== SUPPLIED DATA ==
==*==
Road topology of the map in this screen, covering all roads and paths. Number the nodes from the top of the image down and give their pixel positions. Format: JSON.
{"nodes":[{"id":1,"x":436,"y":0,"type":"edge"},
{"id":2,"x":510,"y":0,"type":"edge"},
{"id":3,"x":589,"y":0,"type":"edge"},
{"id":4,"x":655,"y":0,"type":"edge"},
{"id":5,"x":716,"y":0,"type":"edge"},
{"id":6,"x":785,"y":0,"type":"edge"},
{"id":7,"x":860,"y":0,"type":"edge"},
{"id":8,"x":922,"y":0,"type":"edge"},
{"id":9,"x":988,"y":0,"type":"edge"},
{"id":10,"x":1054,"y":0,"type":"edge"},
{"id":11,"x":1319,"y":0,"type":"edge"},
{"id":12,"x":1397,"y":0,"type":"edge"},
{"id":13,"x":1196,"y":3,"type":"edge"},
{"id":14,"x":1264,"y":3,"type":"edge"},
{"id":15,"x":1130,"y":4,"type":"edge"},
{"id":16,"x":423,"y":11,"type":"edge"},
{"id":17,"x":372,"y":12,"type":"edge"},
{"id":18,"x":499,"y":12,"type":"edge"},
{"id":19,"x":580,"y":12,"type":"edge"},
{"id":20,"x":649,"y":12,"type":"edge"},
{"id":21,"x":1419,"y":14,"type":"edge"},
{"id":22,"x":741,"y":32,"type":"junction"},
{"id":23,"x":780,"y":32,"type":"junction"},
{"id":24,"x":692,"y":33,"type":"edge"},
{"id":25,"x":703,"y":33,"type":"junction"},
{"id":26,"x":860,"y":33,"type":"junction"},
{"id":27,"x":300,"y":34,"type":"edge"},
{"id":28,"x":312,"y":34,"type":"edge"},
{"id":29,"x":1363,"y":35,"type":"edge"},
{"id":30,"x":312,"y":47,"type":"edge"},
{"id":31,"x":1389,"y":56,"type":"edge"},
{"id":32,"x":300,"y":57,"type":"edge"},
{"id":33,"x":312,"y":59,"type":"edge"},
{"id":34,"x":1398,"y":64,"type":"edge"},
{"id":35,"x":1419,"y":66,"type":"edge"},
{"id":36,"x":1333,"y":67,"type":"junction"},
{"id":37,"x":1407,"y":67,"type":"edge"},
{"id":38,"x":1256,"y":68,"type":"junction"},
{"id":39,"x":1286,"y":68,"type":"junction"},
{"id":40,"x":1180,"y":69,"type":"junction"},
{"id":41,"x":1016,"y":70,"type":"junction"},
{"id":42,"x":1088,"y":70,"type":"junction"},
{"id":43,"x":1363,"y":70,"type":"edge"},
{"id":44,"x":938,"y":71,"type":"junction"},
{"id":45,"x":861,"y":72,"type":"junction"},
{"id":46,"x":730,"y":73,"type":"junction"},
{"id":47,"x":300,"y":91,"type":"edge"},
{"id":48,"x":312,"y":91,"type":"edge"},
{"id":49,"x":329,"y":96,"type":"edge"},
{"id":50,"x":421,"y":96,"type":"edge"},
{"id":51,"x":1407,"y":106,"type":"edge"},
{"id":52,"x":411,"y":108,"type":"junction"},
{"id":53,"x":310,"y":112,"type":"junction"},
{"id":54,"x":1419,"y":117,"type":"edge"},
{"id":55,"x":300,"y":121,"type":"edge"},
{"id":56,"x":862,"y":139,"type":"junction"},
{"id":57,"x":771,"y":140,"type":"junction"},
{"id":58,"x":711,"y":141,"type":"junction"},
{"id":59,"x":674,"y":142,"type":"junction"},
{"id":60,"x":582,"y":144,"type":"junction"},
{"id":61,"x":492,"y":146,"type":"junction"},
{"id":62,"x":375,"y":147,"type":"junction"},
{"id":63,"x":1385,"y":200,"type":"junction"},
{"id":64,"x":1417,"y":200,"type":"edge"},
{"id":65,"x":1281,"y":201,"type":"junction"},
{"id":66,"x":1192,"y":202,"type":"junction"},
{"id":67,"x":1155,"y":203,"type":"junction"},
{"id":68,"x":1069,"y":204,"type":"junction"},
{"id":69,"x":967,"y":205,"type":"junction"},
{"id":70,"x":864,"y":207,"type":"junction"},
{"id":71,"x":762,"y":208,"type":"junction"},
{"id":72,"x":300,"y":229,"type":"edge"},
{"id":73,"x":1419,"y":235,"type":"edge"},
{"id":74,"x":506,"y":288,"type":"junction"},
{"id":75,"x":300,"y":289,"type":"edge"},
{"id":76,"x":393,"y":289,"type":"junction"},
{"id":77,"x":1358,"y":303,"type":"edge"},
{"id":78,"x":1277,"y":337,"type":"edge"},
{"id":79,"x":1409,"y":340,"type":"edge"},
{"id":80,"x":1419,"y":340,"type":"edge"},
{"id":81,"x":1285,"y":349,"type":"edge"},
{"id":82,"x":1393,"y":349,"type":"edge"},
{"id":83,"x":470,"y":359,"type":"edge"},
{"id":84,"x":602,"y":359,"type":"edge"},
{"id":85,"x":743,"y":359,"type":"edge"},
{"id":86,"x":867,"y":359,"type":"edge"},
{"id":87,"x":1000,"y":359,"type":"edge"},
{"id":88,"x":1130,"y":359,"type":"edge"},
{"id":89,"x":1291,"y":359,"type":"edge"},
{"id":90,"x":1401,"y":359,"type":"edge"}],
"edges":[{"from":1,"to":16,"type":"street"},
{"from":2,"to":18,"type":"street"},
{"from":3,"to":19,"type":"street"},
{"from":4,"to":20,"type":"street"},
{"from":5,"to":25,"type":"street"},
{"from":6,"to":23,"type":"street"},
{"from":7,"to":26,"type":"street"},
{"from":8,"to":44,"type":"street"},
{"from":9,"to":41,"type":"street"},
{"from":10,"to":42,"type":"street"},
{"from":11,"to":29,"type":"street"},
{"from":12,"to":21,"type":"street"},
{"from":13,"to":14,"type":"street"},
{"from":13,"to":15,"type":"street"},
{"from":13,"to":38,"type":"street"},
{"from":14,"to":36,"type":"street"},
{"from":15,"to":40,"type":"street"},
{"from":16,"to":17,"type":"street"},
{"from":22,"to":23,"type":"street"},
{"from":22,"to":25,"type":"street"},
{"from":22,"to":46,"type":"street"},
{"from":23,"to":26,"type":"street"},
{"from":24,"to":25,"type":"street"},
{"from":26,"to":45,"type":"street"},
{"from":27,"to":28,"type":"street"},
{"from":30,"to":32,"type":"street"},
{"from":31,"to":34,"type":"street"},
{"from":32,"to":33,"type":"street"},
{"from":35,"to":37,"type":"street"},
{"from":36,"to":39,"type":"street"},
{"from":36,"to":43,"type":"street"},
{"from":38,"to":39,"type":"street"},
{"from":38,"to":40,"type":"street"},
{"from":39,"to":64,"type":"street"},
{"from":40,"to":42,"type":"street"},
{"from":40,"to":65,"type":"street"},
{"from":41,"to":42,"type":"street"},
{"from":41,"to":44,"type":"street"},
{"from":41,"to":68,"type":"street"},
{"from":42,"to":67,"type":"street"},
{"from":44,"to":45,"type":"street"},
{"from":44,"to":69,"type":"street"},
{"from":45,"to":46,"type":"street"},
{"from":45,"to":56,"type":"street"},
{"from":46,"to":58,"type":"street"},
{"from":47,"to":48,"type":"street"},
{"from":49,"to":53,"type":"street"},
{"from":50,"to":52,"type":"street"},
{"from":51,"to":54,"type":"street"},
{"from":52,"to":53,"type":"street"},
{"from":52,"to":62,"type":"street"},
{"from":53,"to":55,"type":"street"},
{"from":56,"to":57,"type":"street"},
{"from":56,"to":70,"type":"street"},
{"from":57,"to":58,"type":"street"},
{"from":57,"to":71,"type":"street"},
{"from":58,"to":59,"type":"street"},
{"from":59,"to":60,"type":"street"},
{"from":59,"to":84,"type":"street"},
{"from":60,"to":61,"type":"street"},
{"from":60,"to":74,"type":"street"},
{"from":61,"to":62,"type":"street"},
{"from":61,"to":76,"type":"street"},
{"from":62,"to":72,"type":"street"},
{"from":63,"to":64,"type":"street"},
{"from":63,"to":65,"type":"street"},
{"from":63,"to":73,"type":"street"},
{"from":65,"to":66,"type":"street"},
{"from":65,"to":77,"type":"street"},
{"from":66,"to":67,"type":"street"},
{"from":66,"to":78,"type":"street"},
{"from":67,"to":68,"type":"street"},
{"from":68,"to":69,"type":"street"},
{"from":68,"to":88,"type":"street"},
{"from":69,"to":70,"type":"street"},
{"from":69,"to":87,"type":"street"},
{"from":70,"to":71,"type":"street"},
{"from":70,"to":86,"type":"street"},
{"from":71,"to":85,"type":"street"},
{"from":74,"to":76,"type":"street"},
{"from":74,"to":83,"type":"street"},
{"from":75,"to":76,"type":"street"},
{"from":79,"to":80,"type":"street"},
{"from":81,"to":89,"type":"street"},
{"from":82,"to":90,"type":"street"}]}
==*==
== AIM OF THE EXERCISE ==
What lines in the data above carry "nodes"? Return them all.

== OUTPUT BELOW ==
Road topology of the map in this screen, covering all roads and paths. Number the nodes from the top of the image down and give their pixel positions. Format: JSON.
{"nodes":[{"id":1,"x":436,"y":0,"type":"edge"},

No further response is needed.